● Goal of the exercise:
Would you restate each entry word for word, omitting the pictures?

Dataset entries
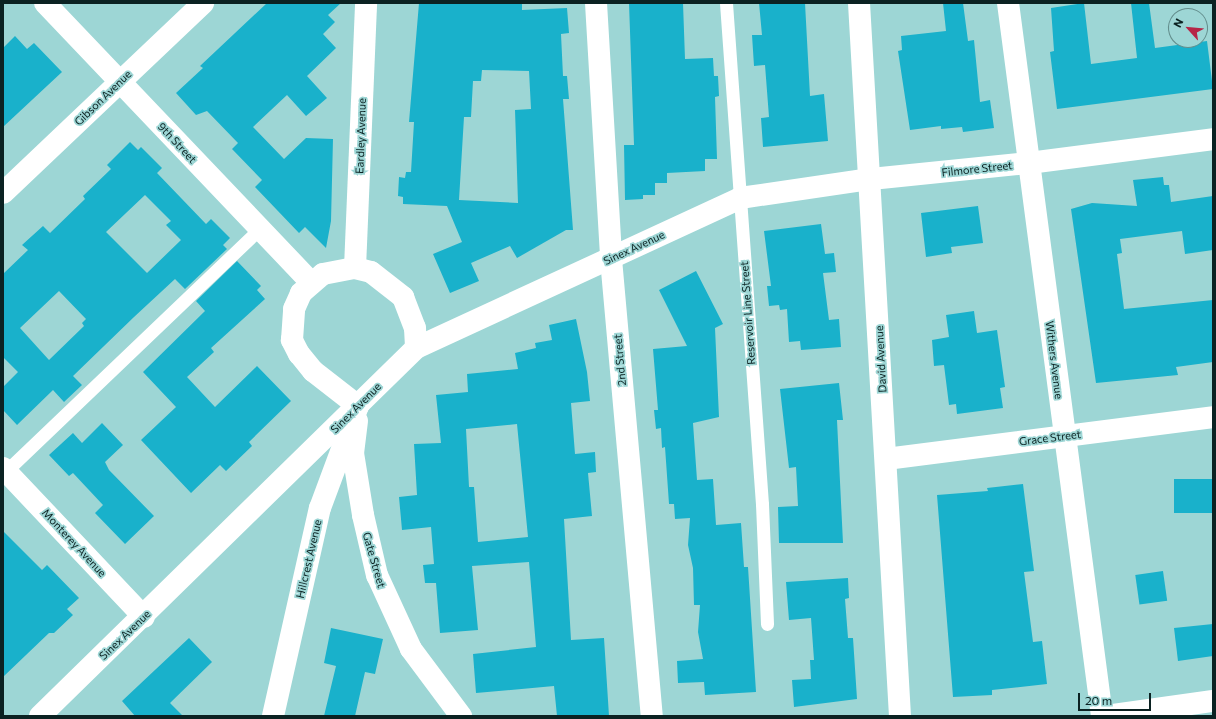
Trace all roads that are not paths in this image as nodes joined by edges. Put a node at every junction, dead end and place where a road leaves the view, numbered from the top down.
1 (45, 3) edge
2 (203, 3) edge
3 (366, 3) edge
4 (596, 3) edge
5 (726, 3) edge
6 (859, 3) edge
7 (1008, 3) edge
8 (120, 82) junction
9 (1213, 139) edge
10 (1029, 164) junction
11 (871, 179) junction
12 (3, 193) edge
13 (740, 198) junction
14 (258, 229) junction
15 (611, 259) junction
16 (355, 268) junction
17 (311, 282) junction
18 (416, 348) junction
19 (358, 406) junction
20 (1213, 417) edge
21 (1063, 437) junction
22 (886, 459) junction
23 (4, 471) edge
24 (144, 617) junction
25 (767, 624) dead end
26 (1213, 700) edge
27 (40, 716) edge
28 (273, 716) edge
29 (461, 716) edge
30 (652, 716) edge
31 (900, 716) edge
32 (1102, 716) edge
33 (1106, 716) edge

1 - 8 street, 9th Street
2 - 8 street, Gibson Avenue
3 - 16 street, Eardley Avenue
4 - 15 street, 2nd Street
5 - 13 lane, Reservoir Line Street
6 - 11 street, David Avenue
7 - 10 street, Withers Avenue
8 - 12 street, Gibson Avenue
8 - 14 street, 9th Street
9 - 10 street, Filmore Street
10 - 11 street, Filmore Street
10 - 21 street, Withers Avenue
11 - 13 street, Filmore Street
11 - 22 street, David Avenue
13 - 15 street, Sinex Avenue
13 - 25 lane, Reservoir Line Street
14 - 17 street, 9th Street
14 - 23 lane
15 - 18 street, Sinex Avenue
15 - 30 street, 2nd Street
16 - 17 street
16 - 18 street
17 - 19 street
18 - 19 street, Sinex Avenue
19 - 24 street, Sinex Avenue
19 - 28 street, Hillcrest Avenue
19 - 29 street, Gate Street
20 - 21 street, Grace Street
21 - 22 street, Grace Street
21 - 32 street, Withers Avenue
22 - 31 street, David Avenue
23 - 24 street, Monterey Avenue
24 - 27 street, Sinex Avenue
26 - 33 street

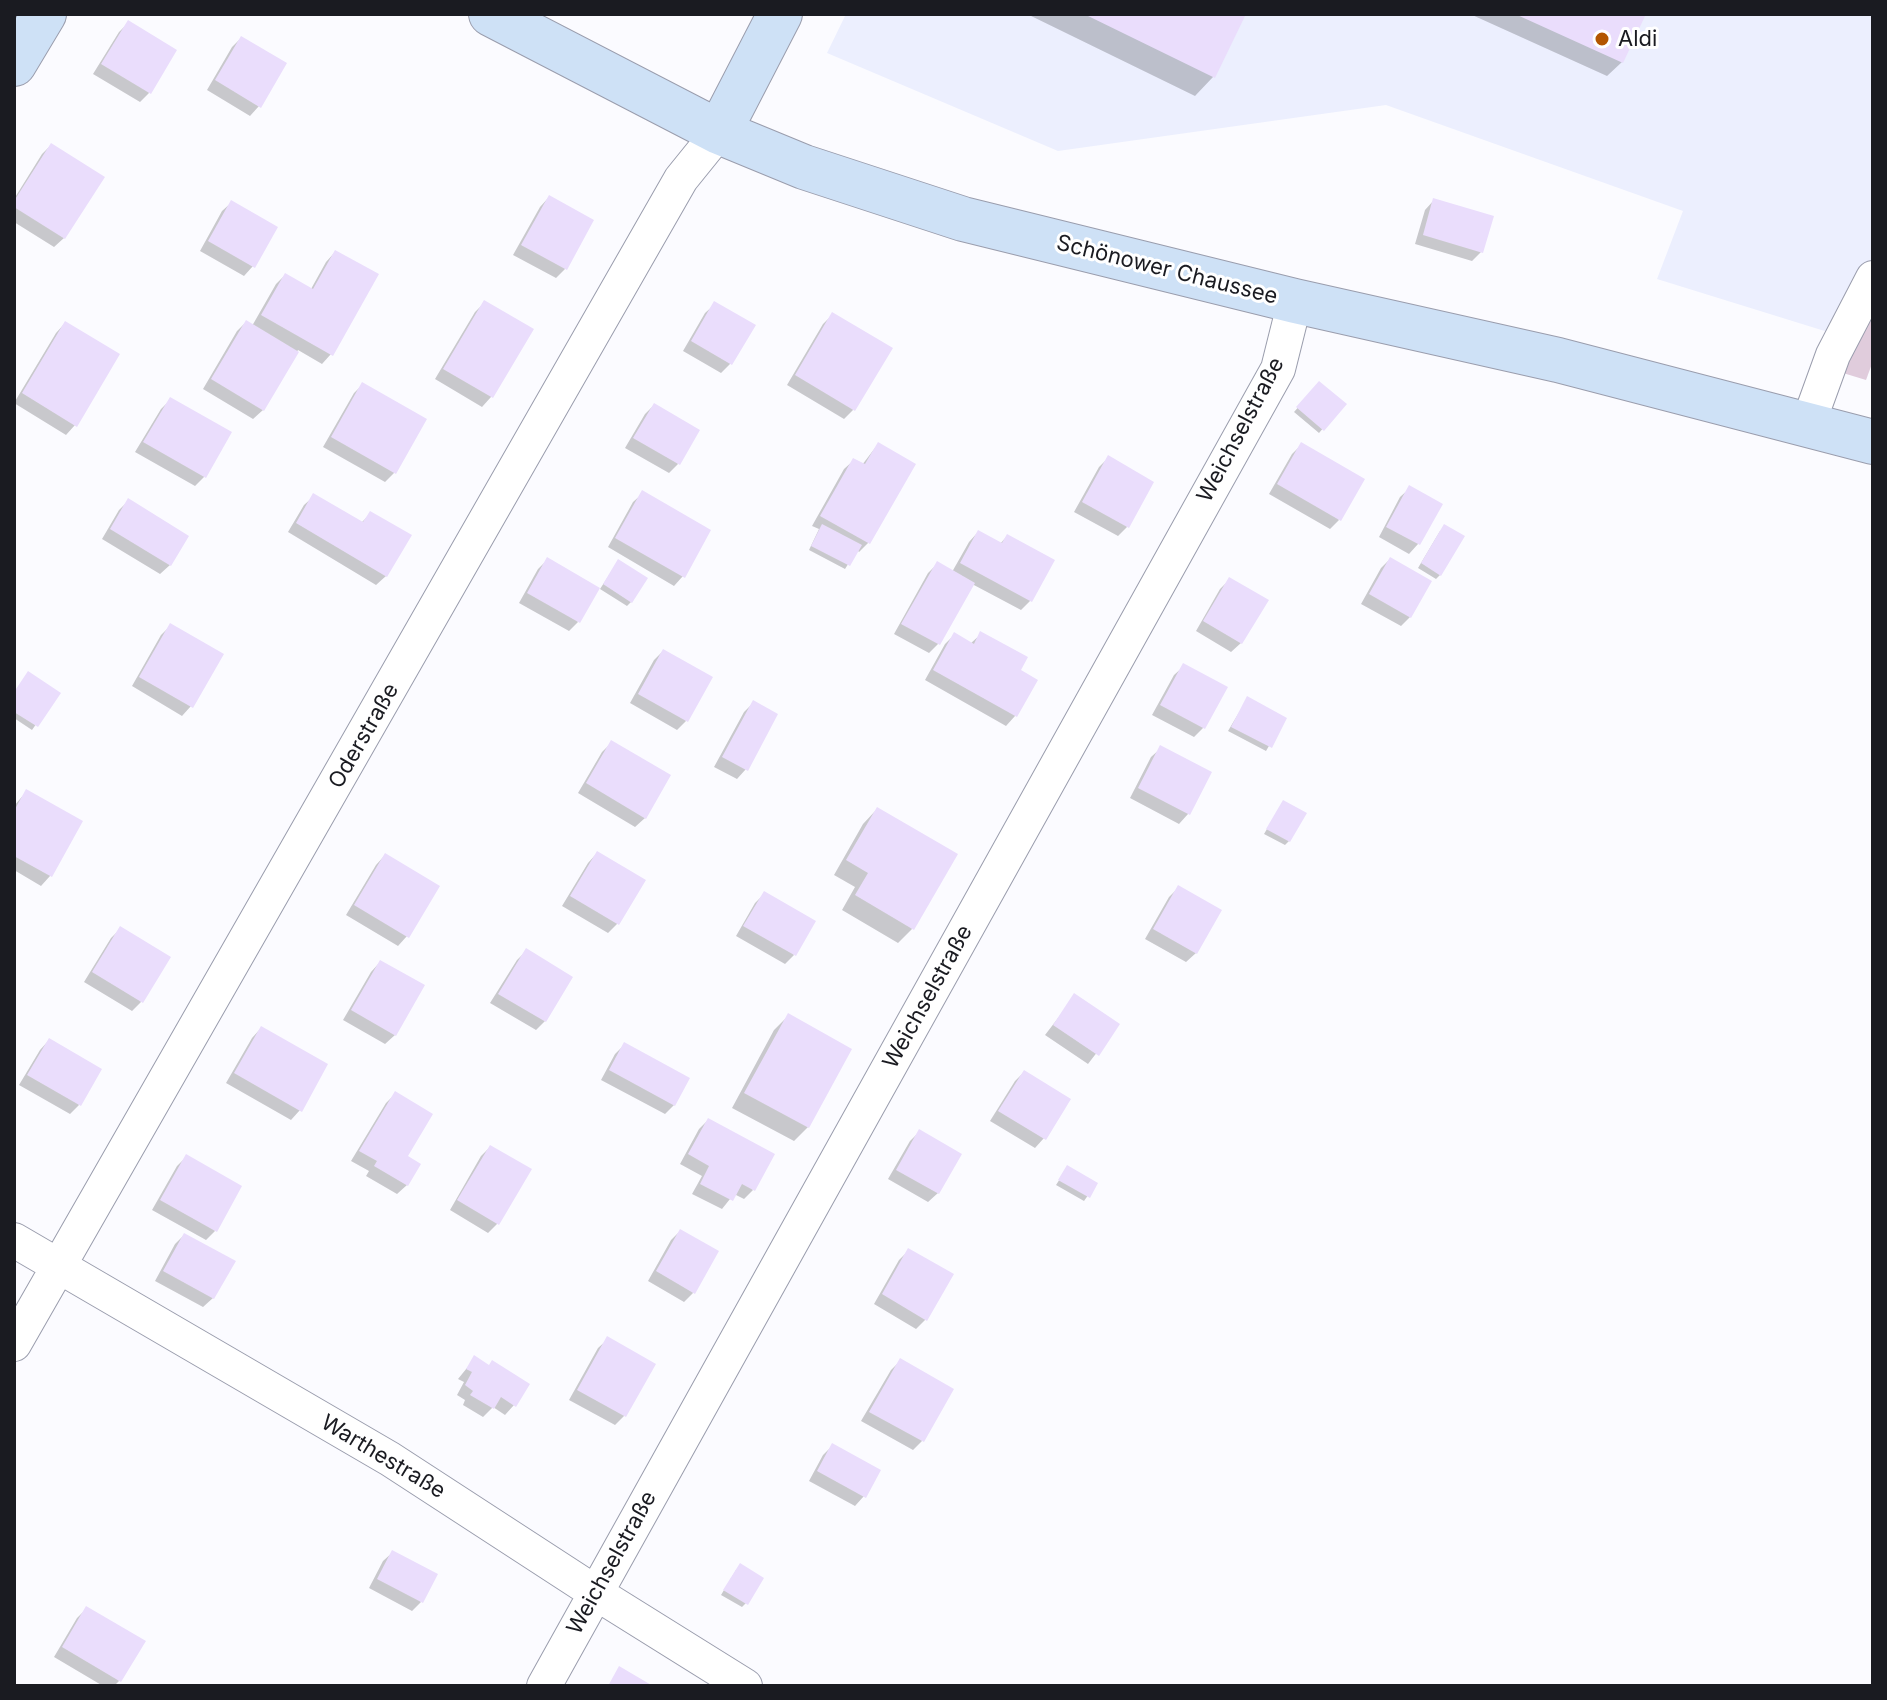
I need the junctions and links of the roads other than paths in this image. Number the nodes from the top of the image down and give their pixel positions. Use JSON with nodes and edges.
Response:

● Reply:
Trace all roads that are not paths in this image as nodes joined by edges. Put a node at every junction, dead end and place where a road leaves the view, numbered from the top down.
1 (45, 3) edge
2 (203, 3) edge
3 (366, 3) edge
4 (596, 3) edge
5 (726, 3) edge
6 (859, 3) edge
7 (1008, 3) edge
8 (120, 82) junction
9 (1213, 139) edge
10 (1029, 164) junction
11 (871, 179) junction
12 (3, 193) edge
13 (740, 198) junction
14 (258, 229) junction
15 (611, 259) junction
16 (355, 268) junction
17 (311, 282) junction
18 (416, 348) junction
19 (358, 406) junction
20 (1213, 417) edge
21 (1063, 437) junction
22 (886, 459) junction
23 (4, 471) edge
24 (144, 617) junction
25 (767, 624) dead end
26 (1213, 700) edge
27 (40, 716) edge
28 (273, 716) edge
29 (461, 716) edge
30 (652, 716) edge
31 (900, 716) edge
32 (1102, 716) edge
33 (1106, 716) edge

1 - 8 street, 9th Street
2 - 8 street, Gibson Avenue
3 - 16 street, Eardley Avenue
4 - 15 street, 2nd Street
5 - 13 lane, Reservoir Line Street
6 - 11 street, David Avenue
7 - 10 street, Withers Avenue
8 - 12 street, Gibson Avenue
8 - 14 street, 9th Street
9 - 10 street, Filmore Street
10 - 11 street, Filmore Street
10 - 21 street, Withers Avenue
11 - 13 street, Filmore Street
11 - 22 street, David Avenue
13 - 15 street, Sinex Avenue
13 - 25 lane, Reservoir Line Street
14 - 17 street, 9th Street
14 - 23 lane
15 - 18 street, Sinex Avenue
15 - 30 street, 2nd Street
16 - 17 street
16 - 18 street
17 - 19 street
18 - 19 street, Sinex Avenue
19 - 24 street, Sinex Avenue
19 - 28 street, Hillcrest Avenue
19 - 29 street, Gate Street
20 - 21 street, Grace Street
21 - 22 street, Grace Street
21 - 32 street, Withers Avenue
22 - 31 street, David Avenue
23 - 24 street, Monterey Avenue
24 - 27 street, Sinex Avenue
26 - 33 street

I need the junctions and links of the roads other than paths in this image. Number the nodes from the top of the image down and give their pixel positions. Use JSON with nodes and edges.
Response:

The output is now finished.